TASK TO CARRY OUT :: In full and unchanged, set down the entries that follow, with no images.

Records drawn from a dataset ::
_ _ _ _ _ _ _

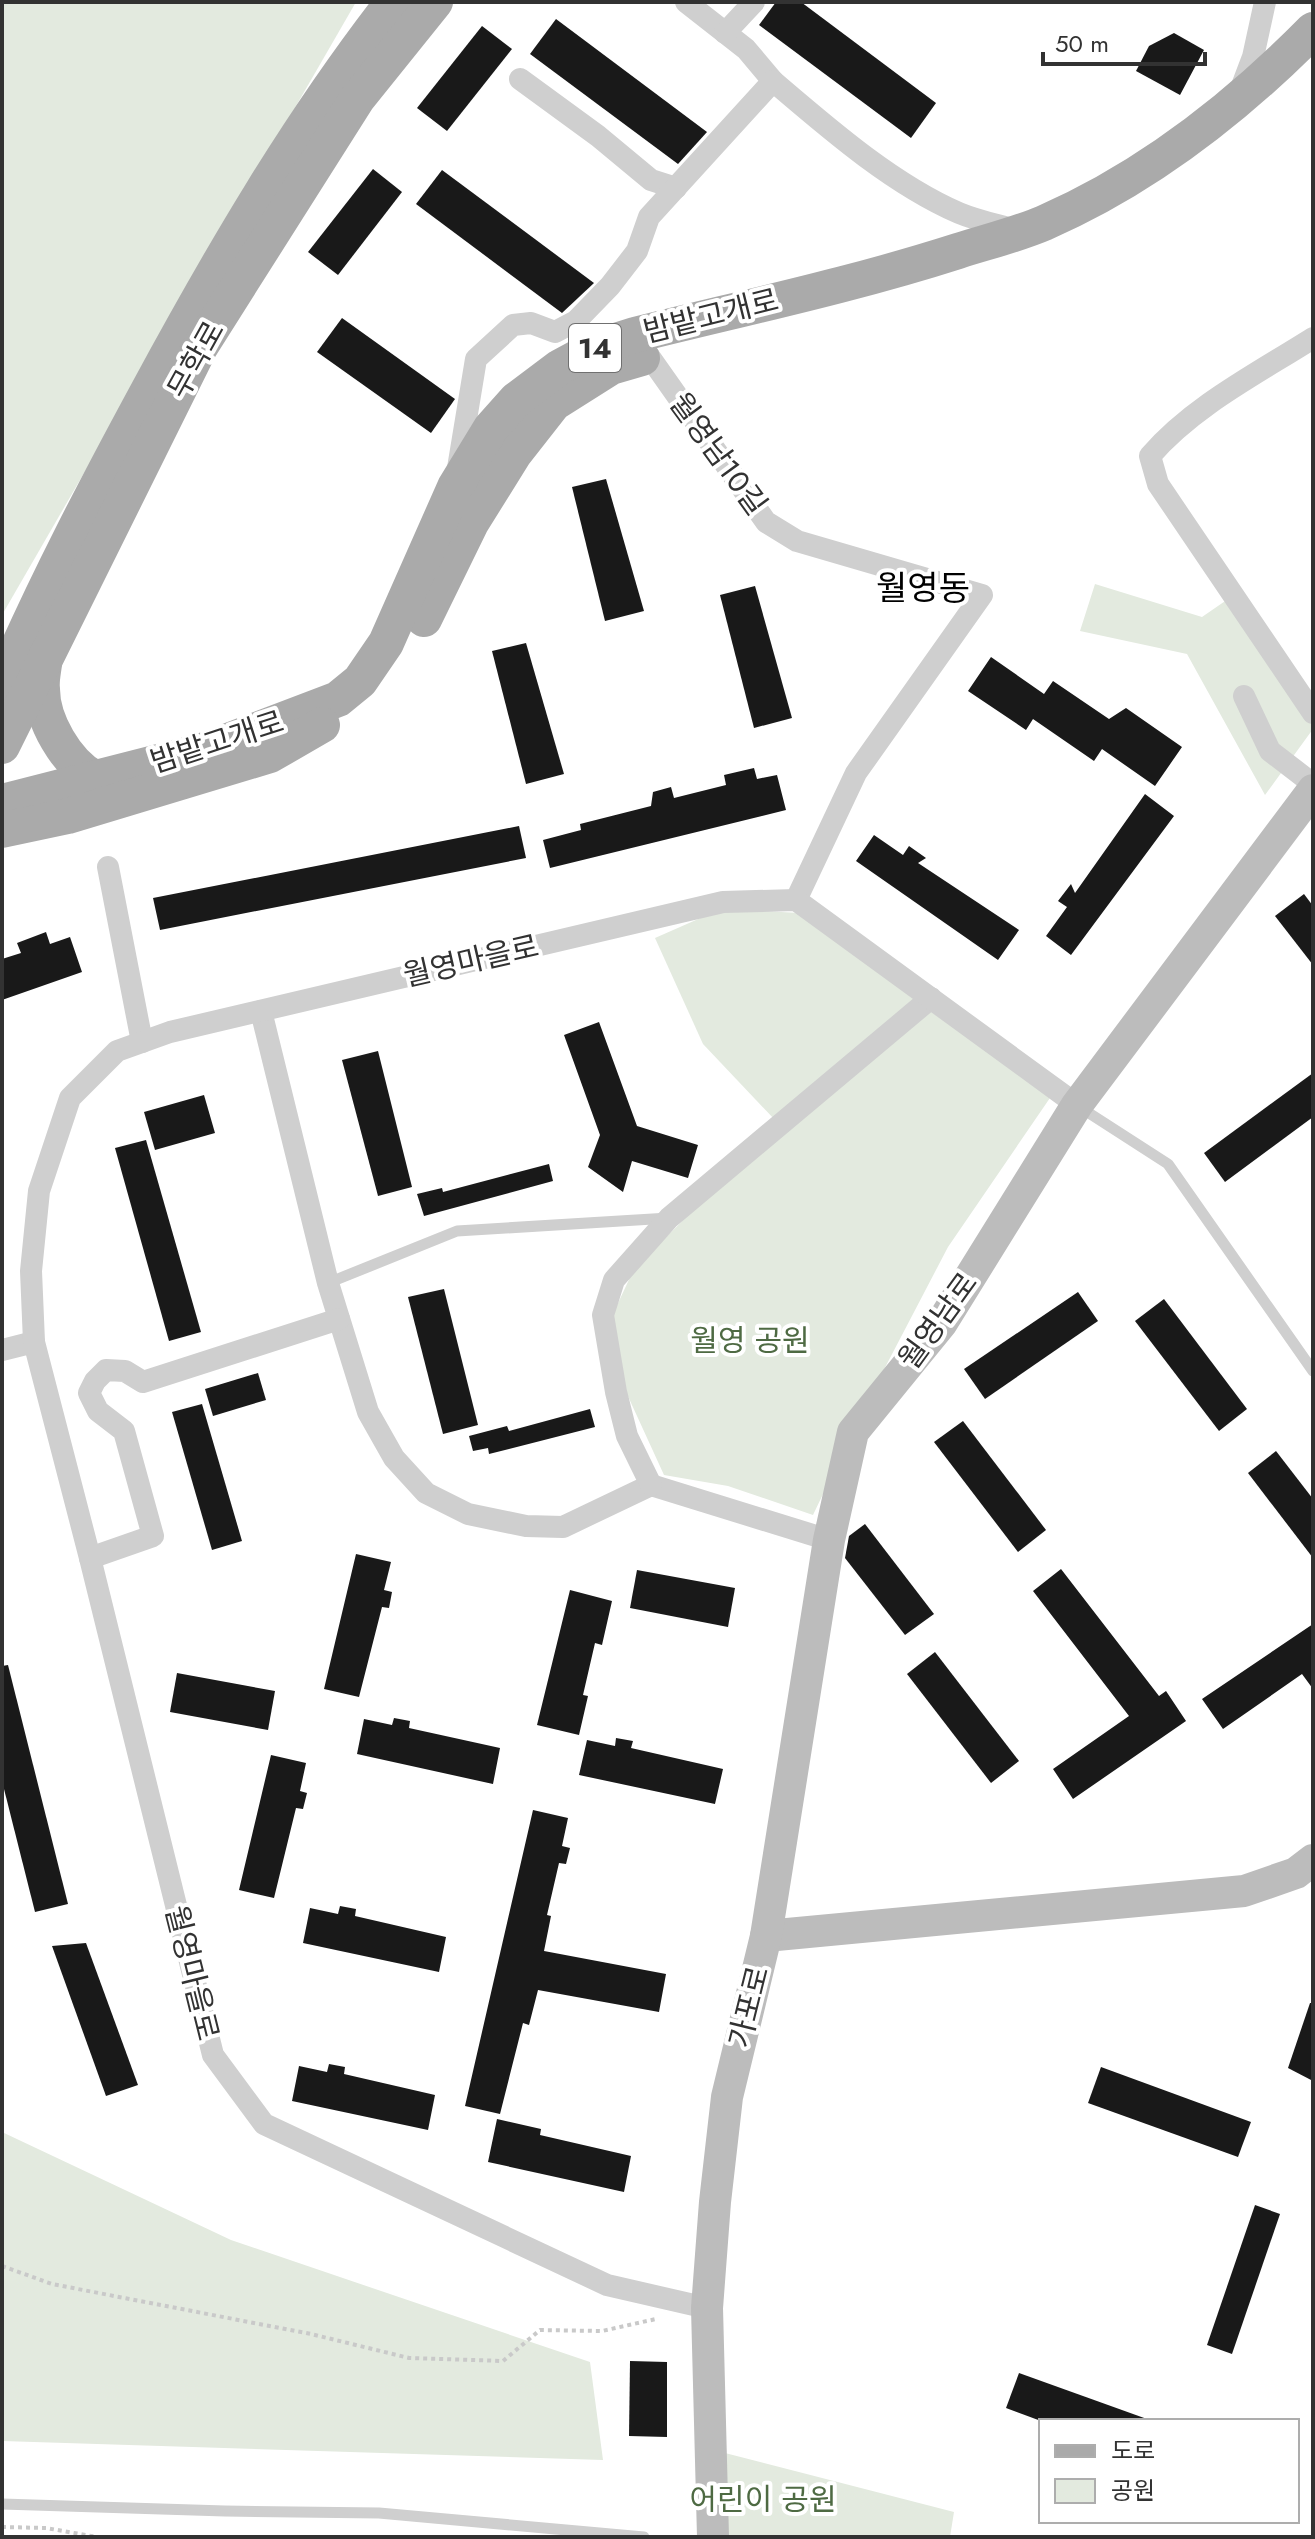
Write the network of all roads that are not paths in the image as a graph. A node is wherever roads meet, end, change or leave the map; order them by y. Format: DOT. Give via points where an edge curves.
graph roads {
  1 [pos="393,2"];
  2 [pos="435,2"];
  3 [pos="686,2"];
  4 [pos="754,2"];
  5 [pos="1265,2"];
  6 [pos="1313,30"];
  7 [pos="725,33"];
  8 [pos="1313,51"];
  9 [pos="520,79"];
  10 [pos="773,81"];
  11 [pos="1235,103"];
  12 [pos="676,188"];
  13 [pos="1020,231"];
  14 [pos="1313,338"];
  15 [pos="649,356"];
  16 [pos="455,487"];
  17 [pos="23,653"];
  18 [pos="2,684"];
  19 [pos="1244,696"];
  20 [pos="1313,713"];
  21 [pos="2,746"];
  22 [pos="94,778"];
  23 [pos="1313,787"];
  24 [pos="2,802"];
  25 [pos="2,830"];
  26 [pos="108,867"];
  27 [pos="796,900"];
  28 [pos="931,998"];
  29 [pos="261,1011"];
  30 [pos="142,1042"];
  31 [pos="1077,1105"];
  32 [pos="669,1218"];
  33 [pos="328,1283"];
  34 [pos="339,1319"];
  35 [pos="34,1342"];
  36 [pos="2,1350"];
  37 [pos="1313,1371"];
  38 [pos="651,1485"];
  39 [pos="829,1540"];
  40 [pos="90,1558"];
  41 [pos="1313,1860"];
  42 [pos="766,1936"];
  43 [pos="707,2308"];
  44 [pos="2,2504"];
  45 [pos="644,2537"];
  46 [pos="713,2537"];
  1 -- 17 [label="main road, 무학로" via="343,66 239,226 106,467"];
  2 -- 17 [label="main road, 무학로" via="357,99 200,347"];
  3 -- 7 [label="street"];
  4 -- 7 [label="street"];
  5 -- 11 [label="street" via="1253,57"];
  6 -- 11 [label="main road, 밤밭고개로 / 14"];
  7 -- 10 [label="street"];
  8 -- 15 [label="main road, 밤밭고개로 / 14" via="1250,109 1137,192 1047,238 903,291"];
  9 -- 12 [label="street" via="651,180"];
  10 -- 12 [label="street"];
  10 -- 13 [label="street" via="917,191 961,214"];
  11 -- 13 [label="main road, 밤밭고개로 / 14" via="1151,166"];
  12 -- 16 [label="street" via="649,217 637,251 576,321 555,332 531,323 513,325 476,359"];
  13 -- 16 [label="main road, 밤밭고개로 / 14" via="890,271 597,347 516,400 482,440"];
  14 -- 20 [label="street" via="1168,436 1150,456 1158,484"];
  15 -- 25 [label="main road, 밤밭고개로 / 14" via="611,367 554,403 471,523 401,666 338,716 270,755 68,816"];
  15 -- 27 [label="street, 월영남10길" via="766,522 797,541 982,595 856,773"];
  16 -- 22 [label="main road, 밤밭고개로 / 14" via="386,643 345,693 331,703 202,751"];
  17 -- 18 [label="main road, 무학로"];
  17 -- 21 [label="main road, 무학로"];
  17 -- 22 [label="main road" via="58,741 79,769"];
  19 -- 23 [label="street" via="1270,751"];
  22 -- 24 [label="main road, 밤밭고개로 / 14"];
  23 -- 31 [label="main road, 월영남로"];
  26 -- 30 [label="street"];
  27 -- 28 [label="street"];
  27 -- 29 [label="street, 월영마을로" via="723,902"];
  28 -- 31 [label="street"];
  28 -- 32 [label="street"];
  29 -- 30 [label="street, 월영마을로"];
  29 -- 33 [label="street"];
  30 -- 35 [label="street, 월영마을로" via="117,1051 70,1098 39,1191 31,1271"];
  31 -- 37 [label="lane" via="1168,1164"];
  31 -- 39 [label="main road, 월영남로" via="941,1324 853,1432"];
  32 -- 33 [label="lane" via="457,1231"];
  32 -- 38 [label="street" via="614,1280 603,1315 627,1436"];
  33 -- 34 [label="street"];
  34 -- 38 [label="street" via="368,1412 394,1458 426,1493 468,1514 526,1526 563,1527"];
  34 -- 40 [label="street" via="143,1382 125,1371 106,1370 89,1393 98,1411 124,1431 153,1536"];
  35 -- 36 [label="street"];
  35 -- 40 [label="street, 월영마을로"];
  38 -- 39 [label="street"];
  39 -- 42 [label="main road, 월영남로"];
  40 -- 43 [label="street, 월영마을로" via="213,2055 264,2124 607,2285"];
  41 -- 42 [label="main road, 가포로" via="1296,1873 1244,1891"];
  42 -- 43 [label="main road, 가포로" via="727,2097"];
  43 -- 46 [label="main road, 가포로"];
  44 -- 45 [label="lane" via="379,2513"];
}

_ _ _ _ _ _ _

SOLUTION BELOW ::
Write the network of all roads that are not paths in the image as a graph. A node is wherever roads meet, end, change or leave the map; order them by y. Format: DOT. Give via points where an edge curves.
graph roads {
  1 [pos="393,2"];
  2 [pos="435,2"];
  3 [pos="686,2"];
  4 [pos="754,2"];
  5 [pos="1265,2"];
  6 [pos="1313,30"];
  7 [pos="725,33"];
  8 [pos="1313,51"];
  9 [pos="520,79"];
  10 [pos="773,81"];
  11 [pos="1235,103"];
  12 [pos="676,188"];
  13 [pos="1020,231"];
  14 [pos="1313,338"];
  15 [pos="649,356"];
  16 [pos="455,487"];
  17 [pos="23,653"];
  18 [pos="2,684"];
  19 [pos="1244,696"];
  20 [pos="1313,713"];
  21 [pos="2,746"];
  22 [pos="94,778"];
  23 [pos="1313,787"];
  24 [pos="2,802"];
  25 [pos="2,830"];
  26 [pos="108,867"];
  27 [pos="796,900"];
  28 [pos="931,998"];
  29 [pos="261,1011"];
  30 [pos="142,1042"];
  31 [pos="1077,1105"];
  32 [pos="669,1218"];
  33 [pos="328,1283"];
  34 [pos="339,1319"];
  35 [pos="34,1342"];
  36 [pos="2,1350"];
  37 [pos="1313,1371"];
  38 [pos="651,1485"];
  39 [pos="829,1540"];
  40 [pos="90,1558"];
  41 [pos="1313,1860"];
  42 [pos="766,1936"];
  43 [pos="707,2308"];
  44 [pos="2,2504"];
  45 [pos="644,2537"];
  46 [pos="713,2537"];
  1 -- 17 [label="main road, 무학로" via="343,66 239,226 106,467"];
  2 -- 17 [label="main road, 무학로" via="357,99 200,347"];
  3 -- 7 [label="street"];
  4 -- 7 [label="street"];
  5 -- 11 [label="street" via="1253,57"];
  6 -- 11 [label="main road, 밤밭고개로 / 14"];
  7 -- 10 [label="street"];
  8 -- 15 [label="main road, 밤밭고개로 / 14" via="1250,109 1137,192 1047,238 903,291"];
  9 -- 12 [label="street" via="651,180"];
  10 -- 12 [label="street"];
  10 -- 13 [label="street" via="917,191 961,214"];
  11 -- 13 [label="main road, 밤밭고개로 / 14" via="1151,166"];
  12 -- 16 [label="street" via="649,217 637,251 576,321 555,332 531,323 513,325 476,359"];
  13 -- 16 [label="main road, 밤밭고개로 / 14" via="890,271 597,347 516,400 482,440"];
  14 -- 20 [label="street" via="1168,436 1150,456 1158,484"];
  15 -- 25 [label="main road, 밤밭고개로 / 14" via="611,367 554,403 471,523 401,666 338,716 270,755 68,816"];
  15 -- 27 [label="street, 월영남10길" via="766,522 797,541 982,595 856,773"];
  16 -- 22 [label="main road, 밤밭고개로 / 14" via="386,643 345,693 331,703 202,751"];
  17 -- 18 [label="main road, 무학로"];
  17 -- 21 [label="main road, 무학로"];
  17 -- 22 [label="main road" via="58,741 79,769"];
  19 -- 23 [label="street" via="1270,751"];
  22 -- 24 [label="main road, 밤밭고개로 / 14"];
  23 -- 31 [label="main road, 월영남로"];
  26 -- 30 [label="street"];
  27 -- 28 [label="street"];
  27 -- 29 [label="street, 월영마을로" via="723,902"];
  28 -- 31 [label="street"];
  28 -- 32 [label="street"];
  29 -- 30 [label="street, 월영마을로"];
  29 -- 33 [label="street"];
  30 -- 35 [label="street, 월영마을로" via="117,1051 70,1098 39,1191 31,1271"];
  31 -- 37 [label="lane" via="1168,1164"];
  31 -- 39 [label="main road, 월영남로" via="941,1324 853,1432"];
  32 -- 33 [label="lane" via="457,1231"];
  32 -- 38 [label="street" via="614,1280 603,1315 627,1436"];
  33 -- 34 [label="street"];
  34 -- 38 [label="street" via="368,1412 394,1458 426,1493 468,1514 526,1526 563,1527"];
  34 -- 40 [label="street" via="143,1382 125,1371 106,1370 89,1393 98,1411 124,1431 153,1536"];
  35 -- 36 [label="street"];
  35 -- 40 [label="street, 월영마을로"];
  38 -- 39 [label="street"];
  39 -- 42 [label="main road, 월영남로"];
  40 -- 43 [label="street, 월영마을로" via="213,2055 264,2124 607,2285"];
  41 -- 42 [label="main road, 가포로" via="1296,1873 1244,1891"];
  42 -- 43 [label="main road, 가포로" via="727,2097"];
  43 -- 46 [label="main road, 가포로"];
  44 -- 45 [label="lane" via="379,2513"];
}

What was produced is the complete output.